**ASSIGNED TASK**
Of all the lines in the records below, copy only those that contain the string "junction".

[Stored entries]
++++++++++++++++++++

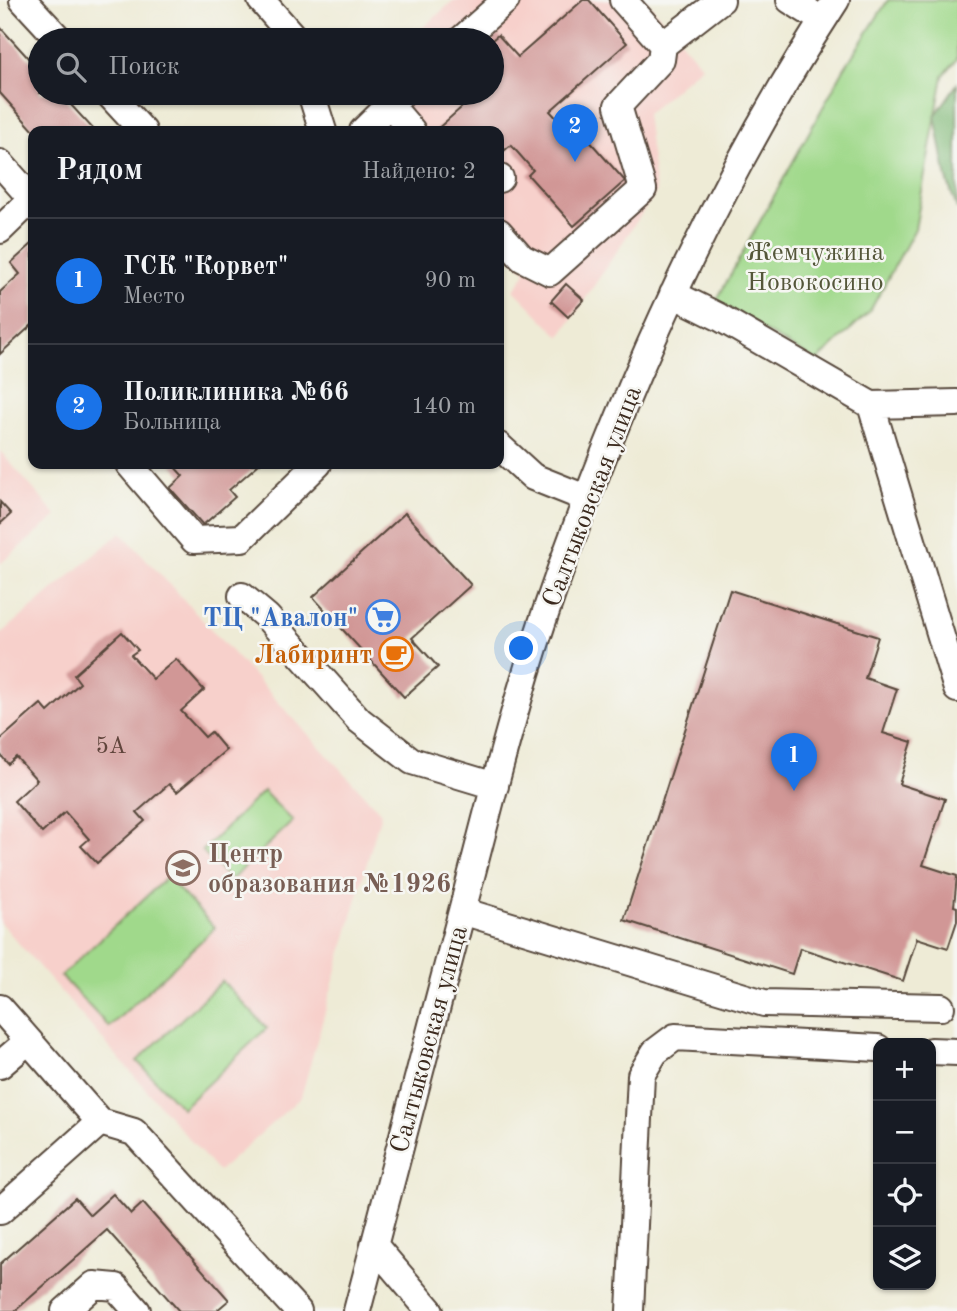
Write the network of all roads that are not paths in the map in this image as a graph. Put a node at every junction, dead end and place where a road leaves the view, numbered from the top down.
1 (23, 0) edge
2 (261, 0) edge
3 (506, 0) edge
4 (623, 0) edge
5 (721, 0) edge
6 (790, 0) edge
7 (829, 10) edge
8 (49, 28) edge
9 (286, 28) edge
10 (474, 28) edge
11 (663, 45) junction
12 (119, 105) edge
13 (315, 105) edge
14 (390, 105) edge
15 (399, 105) edge
16 (138, 126) edge
17 (321, 126) edge
18 (368, 126) edge
19 (410, 126) edge
20 (0, 163) edge
21 (28, 195) edge
22 (28, 204) edge
23 (0, 230) edge
24 (504, 238) edge
25 (673, 294) junction
26 (957, 403) edge
27 (871, 405) junction
28 (504, 451) edge
29 (133, 469) edge
30 (313, 469) edge
31 (588, 499) junction
32 (242, 596) dead end
33 (957, 689) edge
34 (495, 786) junction
35 (462, 911) junction
36 (0, 1007) edge
37 (941, 1007) dead end
38 (28, 1041) junction
39 (873, 1048) edge
40 (936, 1051) edge
41 (957, 1052) edge
42 (0, 1065) edge
43 (100, 1122) junction
44 (0, 1211) edge
45 (374, 1245) junction
46 (65, 1311) edge
47 (138, 1311) edge
48 (298, 1311) edge
49 (357, 1311) edge
50 (430, 1311) edge
51 (630, 1311) edge

1 - 8 street
2 - 9 street
3 - 10 street
4 - 11 street
5 - 11 street
6 - 7 street
7 - 25 street, Салтыковская улица
11 - 24 street
12 - 16 street
13 - 17 street
14 - 18 street
15 - 19 street
20 - 21 street
22 - 23 street
25 - 27 street
25 - 31 street, Салтыковская улица
26 - 27 street
27 - 33 street
28 - 31 street
29 - 30 street
31 - 34 street, Салтыковская улица
32 - 34 street
34 - 35 street, Салтыковская улица
35 - 37 street
35 - 45 street, Салтыковская улица
36 - 38 street
38 - 42 street
38 - 43 street
39 - 51 street
40 - 41 street
43 - 44 street
43 - 48 street
45 - 49 street, Салтыковская улица
45 - 50 street
46 - 47 street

++++++++++++++++++++

**ANSWER TO THIS EXERCISE**
Write the network of all roads that are not paths in the map in this image as a graph. Put a node at every junction, dead end and place where a road leaves the view, numbered from the top down.
11 (663, 45) junction
25 (673, 294) junction
27 (871, 405) junction
31 (588, 499) junction
34 (495, 786) junction
35 (462, 911) junction
38 (28, 1041) junction
43 (100, 1122) junction
45 (374, 1245) junction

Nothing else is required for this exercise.